We'll use `example.py` as the source code that we'll examine and modify.  The `ast.parse` method will take a string with python code and return a corresponding `ast.AST` object.  We'll use this throughout the code to load and generate an AST from `example.py`

Now, let's look at using the `ast.NodeVisitor` to examine our source code.  First, we'll do the functional equivalent of a hello world program by printing out any functions that we define in our source code.  We use `ast.NodeVisitor` to do this by inheriting from the class and overriding the various visit_* methods.  I've done this in two different ways:

* override `generic_visit` and then if the node we're visiting is an `ast.FunctionDef` object, print out it's name
* override `visit_FunctionDef` and then print out the node name since this method only gets called on FunctionDef nodes

In [3]:
class HelloVisitor(ast.NodeVisitor):

  def generic_visit(self, node):
    if node.__class__ == ast.FunctionDef:
      sys.stdout.write(f"Defining function: {node.name} \n")
    super().generic_visit(node)


class FunctionVisitor(ast.NodeVisitor):

  def visit_FunctionDef(self, node):
    sys.stdout.write(f"Defining function: {node.name} \n")

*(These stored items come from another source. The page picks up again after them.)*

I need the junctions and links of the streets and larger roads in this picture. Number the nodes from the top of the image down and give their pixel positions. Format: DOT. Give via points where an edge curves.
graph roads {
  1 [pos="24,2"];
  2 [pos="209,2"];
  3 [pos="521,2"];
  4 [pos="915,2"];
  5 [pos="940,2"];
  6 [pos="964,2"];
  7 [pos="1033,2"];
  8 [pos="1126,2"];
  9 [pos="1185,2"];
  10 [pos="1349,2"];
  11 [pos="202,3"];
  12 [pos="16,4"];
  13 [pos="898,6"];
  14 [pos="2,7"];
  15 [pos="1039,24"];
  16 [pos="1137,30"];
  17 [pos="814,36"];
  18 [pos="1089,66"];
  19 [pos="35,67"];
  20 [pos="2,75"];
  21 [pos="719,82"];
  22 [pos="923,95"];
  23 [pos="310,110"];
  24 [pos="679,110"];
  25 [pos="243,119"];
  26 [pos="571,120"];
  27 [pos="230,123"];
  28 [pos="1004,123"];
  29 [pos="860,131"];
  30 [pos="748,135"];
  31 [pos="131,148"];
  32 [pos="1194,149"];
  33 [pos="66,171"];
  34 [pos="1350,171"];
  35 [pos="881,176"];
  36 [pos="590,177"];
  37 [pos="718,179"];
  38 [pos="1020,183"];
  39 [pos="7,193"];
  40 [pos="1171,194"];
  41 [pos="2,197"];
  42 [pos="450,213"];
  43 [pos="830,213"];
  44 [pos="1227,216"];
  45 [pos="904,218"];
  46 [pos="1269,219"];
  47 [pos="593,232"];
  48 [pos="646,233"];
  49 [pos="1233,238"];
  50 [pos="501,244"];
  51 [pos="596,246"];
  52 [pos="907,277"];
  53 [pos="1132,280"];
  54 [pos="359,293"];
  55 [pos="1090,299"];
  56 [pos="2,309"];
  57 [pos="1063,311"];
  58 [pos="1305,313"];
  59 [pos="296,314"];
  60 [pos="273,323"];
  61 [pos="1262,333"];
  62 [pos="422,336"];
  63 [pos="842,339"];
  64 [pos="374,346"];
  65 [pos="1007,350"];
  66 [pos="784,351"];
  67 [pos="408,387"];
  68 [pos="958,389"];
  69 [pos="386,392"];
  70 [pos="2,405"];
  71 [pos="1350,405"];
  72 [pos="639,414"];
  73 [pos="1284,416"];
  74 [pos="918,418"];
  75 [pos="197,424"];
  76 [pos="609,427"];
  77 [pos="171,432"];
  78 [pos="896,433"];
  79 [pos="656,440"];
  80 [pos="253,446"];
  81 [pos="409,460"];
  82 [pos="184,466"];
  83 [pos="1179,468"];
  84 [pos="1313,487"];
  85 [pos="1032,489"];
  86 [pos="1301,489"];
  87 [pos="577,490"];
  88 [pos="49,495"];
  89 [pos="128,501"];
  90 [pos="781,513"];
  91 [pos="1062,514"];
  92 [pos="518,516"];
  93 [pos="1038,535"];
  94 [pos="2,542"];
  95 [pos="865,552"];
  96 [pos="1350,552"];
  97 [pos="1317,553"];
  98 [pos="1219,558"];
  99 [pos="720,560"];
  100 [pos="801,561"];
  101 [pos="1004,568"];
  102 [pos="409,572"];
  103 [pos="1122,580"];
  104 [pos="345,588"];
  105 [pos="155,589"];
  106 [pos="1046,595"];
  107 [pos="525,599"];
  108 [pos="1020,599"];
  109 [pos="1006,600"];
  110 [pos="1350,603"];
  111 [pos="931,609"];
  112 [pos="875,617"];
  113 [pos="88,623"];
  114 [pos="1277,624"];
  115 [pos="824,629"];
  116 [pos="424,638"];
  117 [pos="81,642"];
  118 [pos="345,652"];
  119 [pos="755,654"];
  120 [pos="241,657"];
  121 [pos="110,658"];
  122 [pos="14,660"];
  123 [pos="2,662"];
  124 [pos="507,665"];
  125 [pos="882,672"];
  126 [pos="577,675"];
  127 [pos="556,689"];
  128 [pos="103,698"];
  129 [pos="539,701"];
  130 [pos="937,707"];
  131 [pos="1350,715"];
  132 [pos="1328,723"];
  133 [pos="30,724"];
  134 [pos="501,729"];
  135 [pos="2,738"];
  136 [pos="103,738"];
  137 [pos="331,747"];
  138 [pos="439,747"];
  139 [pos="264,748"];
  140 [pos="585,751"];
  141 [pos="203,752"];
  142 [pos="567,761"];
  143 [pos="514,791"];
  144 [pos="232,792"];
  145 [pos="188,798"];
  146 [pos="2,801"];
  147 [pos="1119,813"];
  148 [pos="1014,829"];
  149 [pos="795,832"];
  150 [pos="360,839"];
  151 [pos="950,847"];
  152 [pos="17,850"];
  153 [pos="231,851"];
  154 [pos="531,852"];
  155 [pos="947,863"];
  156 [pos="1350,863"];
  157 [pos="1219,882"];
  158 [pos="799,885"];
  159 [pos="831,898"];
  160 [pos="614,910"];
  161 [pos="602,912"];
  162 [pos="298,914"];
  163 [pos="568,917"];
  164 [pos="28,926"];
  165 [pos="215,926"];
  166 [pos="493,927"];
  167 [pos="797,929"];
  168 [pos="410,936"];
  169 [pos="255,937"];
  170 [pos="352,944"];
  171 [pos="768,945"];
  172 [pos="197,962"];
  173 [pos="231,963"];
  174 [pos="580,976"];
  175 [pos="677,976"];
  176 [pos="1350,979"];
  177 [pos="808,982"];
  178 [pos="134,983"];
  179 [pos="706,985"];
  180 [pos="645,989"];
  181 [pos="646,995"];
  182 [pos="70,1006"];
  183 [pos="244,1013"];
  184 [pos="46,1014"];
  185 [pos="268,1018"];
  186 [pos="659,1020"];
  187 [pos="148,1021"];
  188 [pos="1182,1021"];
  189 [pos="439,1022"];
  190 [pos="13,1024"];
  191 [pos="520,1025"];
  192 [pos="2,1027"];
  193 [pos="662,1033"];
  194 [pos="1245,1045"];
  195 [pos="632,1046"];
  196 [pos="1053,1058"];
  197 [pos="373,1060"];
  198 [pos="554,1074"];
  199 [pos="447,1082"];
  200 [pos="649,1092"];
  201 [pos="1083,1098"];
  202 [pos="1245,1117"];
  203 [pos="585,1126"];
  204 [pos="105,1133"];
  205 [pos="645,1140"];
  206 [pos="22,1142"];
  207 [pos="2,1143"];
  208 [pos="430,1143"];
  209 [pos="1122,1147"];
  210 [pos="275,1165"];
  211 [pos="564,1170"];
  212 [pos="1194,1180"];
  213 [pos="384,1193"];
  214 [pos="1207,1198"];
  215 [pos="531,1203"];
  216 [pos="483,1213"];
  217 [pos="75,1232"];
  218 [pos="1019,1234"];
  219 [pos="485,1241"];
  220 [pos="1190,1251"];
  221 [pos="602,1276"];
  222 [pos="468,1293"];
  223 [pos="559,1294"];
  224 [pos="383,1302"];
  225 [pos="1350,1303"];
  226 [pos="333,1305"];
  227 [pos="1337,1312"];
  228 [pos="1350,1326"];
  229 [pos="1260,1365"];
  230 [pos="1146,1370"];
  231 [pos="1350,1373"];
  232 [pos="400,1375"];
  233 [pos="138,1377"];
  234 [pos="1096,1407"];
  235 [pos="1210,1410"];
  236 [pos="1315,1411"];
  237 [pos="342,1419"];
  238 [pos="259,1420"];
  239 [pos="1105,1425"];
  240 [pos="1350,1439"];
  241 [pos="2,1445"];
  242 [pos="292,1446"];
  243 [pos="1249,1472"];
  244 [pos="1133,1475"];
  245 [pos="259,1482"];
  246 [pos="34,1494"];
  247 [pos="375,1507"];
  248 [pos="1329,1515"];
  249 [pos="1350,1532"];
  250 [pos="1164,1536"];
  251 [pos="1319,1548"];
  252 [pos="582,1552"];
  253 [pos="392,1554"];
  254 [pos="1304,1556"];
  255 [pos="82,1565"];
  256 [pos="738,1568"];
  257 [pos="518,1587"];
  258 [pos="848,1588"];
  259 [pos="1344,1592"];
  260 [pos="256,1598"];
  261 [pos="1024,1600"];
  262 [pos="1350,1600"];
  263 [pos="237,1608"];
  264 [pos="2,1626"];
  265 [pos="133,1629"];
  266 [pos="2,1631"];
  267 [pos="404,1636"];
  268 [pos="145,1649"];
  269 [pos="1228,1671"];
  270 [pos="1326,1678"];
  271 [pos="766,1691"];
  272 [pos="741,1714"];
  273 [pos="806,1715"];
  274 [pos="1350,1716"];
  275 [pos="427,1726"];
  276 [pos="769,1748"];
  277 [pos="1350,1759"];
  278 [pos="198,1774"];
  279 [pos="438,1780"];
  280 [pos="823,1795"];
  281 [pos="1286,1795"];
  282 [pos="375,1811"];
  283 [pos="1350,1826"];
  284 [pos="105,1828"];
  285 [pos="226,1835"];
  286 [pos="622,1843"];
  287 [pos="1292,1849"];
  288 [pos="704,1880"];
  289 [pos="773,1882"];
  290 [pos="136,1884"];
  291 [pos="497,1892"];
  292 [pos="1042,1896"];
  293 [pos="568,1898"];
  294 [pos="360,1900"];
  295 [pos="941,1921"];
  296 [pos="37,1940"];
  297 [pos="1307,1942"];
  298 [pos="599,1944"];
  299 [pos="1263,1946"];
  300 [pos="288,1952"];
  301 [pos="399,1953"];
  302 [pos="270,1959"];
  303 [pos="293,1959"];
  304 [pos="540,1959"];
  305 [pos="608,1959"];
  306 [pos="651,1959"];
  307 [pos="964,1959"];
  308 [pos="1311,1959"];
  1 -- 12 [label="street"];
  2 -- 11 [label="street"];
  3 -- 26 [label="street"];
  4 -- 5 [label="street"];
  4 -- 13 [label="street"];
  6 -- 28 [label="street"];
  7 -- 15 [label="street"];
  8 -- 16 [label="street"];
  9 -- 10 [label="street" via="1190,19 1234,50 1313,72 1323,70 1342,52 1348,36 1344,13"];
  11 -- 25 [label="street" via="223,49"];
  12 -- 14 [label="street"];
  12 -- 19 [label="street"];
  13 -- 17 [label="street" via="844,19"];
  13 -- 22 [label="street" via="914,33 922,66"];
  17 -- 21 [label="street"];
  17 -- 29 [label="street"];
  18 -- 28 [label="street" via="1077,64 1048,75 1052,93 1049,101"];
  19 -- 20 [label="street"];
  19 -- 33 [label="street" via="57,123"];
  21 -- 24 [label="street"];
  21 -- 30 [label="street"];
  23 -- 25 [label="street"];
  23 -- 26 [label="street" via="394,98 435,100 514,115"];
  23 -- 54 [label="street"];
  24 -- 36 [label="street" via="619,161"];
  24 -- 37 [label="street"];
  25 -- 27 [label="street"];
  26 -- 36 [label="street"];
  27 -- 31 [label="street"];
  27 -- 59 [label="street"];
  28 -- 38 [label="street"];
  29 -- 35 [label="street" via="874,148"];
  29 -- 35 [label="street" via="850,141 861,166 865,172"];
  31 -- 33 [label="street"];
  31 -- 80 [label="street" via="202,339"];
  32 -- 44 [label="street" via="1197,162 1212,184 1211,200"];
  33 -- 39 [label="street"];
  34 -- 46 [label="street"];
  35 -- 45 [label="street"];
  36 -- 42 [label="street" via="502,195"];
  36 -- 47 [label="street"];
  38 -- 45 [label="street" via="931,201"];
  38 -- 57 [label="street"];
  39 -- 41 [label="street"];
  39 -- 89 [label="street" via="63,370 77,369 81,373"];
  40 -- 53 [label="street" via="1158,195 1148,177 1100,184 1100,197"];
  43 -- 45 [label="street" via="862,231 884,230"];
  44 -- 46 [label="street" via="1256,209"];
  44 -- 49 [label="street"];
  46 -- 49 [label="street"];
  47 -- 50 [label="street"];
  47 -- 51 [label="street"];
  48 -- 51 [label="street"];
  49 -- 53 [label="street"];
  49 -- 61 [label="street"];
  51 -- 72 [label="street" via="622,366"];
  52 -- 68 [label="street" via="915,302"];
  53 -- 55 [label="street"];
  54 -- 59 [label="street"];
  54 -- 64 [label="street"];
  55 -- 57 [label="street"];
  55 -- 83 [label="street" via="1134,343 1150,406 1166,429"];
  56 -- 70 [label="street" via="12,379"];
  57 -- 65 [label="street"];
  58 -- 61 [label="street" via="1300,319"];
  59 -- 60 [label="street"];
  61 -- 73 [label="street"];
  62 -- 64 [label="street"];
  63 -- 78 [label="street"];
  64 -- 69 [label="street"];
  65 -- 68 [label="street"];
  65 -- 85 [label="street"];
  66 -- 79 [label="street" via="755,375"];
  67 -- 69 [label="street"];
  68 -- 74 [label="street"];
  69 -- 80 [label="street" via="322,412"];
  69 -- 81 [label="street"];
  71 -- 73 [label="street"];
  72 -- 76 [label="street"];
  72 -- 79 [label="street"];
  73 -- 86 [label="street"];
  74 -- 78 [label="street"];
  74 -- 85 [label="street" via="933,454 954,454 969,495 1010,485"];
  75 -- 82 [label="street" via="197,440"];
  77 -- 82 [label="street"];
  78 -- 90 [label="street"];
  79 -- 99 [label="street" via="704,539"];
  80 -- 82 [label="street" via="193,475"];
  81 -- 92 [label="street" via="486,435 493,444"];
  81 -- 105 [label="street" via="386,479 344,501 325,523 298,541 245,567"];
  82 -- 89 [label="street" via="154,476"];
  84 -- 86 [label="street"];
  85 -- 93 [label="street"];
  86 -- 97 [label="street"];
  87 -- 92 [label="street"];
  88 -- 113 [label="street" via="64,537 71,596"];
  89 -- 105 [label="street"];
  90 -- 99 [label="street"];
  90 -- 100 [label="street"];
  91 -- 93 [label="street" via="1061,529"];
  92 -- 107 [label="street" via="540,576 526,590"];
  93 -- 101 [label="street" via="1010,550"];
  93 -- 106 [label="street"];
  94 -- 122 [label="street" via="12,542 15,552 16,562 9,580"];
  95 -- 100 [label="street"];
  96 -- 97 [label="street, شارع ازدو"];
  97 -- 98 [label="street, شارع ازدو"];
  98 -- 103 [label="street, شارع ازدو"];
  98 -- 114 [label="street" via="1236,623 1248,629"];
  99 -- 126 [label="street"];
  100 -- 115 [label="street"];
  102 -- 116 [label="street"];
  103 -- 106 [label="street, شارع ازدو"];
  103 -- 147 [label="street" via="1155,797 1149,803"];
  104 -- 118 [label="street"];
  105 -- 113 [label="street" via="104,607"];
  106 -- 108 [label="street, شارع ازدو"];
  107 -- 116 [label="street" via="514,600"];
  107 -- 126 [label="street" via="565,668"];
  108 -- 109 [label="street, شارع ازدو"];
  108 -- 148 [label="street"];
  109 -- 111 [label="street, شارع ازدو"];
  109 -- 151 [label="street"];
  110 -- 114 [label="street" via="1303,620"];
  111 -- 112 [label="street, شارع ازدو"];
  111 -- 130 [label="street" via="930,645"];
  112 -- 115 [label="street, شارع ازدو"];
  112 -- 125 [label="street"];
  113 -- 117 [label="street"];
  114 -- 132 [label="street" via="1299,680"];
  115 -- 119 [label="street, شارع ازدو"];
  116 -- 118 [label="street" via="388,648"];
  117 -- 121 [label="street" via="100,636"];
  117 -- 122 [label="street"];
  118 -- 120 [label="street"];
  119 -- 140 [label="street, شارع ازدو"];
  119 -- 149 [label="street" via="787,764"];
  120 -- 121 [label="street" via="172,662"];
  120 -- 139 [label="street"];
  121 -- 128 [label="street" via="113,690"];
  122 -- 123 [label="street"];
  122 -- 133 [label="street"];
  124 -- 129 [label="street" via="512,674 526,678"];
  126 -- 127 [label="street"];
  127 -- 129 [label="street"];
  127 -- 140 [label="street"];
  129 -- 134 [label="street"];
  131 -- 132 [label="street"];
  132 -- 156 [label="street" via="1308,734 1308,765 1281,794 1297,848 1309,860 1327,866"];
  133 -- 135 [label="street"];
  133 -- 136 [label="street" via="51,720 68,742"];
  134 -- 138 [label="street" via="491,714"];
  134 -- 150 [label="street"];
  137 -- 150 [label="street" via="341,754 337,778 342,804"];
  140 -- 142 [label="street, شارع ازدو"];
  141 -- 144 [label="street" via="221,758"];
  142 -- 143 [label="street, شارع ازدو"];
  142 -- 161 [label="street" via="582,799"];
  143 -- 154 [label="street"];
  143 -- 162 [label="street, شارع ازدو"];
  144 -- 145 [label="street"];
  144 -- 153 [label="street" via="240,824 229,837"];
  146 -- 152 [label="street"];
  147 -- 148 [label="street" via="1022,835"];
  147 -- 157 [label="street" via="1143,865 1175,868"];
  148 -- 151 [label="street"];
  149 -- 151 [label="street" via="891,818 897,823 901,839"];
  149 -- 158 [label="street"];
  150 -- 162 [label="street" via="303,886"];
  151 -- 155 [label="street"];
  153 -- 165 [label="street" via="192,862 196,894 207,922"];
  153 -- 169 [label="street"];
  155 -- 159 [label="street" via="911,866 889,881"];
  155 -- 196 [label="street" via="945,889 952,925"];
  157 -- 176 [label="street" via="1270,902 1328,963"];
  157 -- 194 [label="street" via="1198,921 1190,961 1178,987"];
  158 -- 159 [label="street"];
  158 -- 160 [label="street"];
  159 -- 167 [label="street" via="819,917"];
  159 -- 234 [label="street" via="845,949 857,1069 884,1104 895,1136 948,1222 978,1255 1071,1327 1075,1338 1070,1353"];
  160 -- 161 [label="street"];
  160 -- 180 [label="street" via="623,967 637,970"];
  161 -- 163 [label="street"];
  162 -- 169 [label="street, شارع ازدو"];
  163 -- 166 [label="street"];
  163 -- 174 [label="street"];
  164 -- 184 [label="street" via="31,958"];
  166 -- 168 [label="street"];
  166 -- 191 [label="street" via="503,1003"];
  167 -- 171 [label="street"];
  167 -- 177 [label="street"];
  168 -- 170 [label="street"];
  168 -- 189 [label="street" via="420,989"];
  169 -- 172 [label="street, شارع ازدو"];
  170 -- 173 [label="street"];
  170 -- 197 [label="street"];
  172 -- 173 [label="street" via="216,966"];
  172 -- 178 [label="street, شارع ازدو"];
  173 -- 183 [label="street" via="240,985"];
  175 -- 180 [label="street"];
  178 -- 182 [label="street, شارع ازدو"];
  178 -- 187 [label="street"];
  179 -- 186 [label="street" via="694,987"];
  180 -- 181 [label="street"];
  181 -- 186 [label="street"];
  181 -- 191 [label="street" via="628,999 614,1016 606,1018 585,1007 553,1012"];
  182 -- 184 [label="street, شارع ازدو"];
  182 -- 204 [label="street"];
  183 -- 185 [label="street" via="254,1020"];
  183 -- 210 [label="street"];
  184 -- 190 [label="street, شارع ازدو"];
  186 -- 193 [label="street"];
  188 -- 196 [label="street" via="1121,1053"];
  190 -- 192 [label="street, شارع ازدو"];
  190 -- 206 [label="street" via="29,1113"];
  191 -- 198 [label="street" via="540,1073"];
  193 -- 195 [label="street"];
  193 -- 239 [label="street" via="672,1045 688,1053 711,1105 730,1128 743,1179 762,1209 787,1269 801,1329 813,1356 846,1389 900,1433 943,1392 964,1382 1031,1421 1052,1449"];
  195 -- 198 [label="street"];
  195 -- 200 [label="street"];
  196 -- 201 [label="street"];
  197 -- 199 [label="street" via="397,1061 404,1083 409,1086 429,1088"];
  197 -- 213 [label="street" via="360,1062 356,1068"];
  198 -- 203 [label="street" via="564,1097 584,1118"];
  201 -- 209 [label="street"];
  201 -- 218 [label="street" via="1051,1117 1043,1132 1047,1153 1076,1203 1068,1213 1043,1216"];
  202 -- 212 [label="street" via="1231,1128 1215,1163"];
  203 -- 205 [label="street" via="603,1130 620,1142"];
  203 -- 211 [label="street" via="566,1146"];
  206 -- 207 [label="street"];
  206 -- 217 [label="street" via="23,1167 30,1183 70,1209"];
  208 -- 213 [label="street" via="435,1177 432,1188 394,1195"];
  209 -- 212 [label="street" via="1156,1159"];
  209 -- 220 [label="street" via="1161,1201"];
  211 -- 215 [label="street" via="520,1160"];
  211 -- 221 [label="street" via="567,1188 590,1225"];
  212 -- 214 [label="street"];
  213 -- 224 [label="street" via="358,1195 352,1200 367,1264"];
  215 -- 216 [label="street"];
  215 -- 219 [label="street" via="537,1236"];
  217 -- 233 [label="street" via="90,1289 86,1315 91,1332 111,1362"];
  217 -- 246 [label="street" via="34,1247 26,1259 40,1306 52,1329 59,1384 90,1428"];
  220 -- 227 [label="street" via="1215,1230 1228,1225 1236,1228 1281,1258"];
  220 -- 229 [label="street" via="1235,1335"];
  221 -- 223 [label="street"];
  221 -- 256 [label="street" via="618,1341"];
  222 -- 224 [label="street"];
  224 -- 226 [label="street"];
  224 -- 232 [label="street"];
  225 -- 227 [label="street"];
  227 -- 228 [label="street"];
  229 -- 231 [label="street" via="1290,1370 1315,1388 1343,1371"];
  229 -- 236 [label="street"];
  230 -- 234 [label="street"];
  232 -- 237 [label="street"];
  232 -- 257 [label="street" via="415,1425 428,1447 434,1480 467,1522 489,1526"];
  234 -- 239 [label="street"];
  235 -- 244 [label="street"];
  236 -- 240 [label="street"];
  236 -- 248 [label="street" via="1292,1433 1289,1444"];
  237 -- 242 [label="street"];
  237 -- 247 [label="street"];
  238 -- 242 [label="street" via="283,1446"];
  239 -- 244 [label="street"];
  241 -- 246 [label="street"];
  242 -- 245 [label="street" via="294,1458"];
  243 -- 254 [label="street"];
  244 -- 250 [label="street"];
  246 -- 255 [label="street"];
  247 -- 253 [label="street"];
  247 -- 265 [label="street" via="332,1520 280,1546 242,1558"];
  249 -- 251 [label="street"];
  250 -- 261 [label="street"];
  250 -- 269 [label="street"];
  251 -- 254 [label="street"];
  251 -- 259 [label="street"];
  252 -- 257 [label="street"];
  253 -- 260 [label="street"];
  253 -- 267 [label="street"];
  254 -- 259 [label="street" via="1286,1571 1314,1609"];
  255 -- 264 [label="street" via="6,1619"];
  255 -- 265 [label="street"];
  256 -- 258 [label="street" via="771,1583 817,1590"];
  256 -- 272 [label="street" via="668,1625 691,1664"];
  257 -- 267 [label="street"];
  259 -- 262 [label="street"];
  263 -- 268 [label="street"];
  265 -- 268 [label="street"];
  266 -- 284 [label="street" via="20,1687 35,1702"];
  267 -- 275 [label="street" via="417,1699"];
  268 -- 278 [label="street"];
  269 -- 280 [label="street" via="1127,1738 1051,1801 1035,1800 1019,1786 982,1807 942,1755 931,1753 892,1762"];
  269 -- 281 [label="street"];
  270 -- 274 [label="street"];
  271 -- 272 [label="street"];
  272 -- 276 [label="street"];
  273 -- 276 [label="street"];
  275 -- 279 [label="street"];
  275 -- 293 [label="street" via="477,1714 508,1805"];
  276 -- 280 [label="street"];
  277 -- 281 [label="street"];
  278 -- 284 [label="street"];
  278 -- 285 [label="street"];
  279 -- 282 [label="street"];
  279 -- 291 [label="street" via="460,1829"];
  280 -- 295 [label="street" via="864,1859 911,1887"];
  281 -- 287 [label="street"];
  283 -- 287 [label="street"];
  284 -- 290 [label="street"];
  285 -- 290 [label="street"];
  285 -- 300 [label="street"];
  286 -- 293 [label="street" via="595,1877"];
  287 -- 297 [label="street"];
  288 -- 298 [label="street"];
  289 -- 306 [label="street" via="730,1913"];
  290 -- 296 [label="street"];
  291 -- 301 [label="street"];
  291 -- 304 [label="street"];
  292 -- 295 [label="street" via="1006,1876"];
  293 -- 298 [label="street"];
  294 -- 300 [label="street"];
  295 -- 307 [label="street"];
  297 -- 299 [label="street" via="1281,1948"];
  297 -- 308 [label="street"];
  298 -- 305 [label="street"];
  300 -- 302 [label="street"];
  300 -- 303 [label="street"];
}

Finally we'll instantiate our objects and call the `visit` methods on the objects to traverse the AST tree:

In [5]:
  with open("example.py", "r") as source:
    tree = ast.parse(source.read())
  sys.stdout.write("Visiting nodes using generic_visit:\n")
  hello_visitor = HelloVisitor()
  hello_visitor.visit(tree)
  sys.stdout.write("Visiting nodes using specific visit function:\n")
  function_visitor = FunctionVisitor()
  function_visitor.visit(tree)


Visiting nodes using generic_visit:
Defining function: test_function 
Defining function: test_function2 
Visiting nodes using specific visit function:
Defining function: test_function 
Defining function: test_function2 


Now we'll do something a bit more complex with the `NodeVisitor` class. We'll do a bit of static analysis to flag variables that are defined but haven't been used.  We'll do this by looking at all the `Assign` nodes to record all the variables created.  Next we'll look at the `Name` nodes to record when the variables are used.  By comparing the two lists, we can see when a variable has been created but hasn't been used.  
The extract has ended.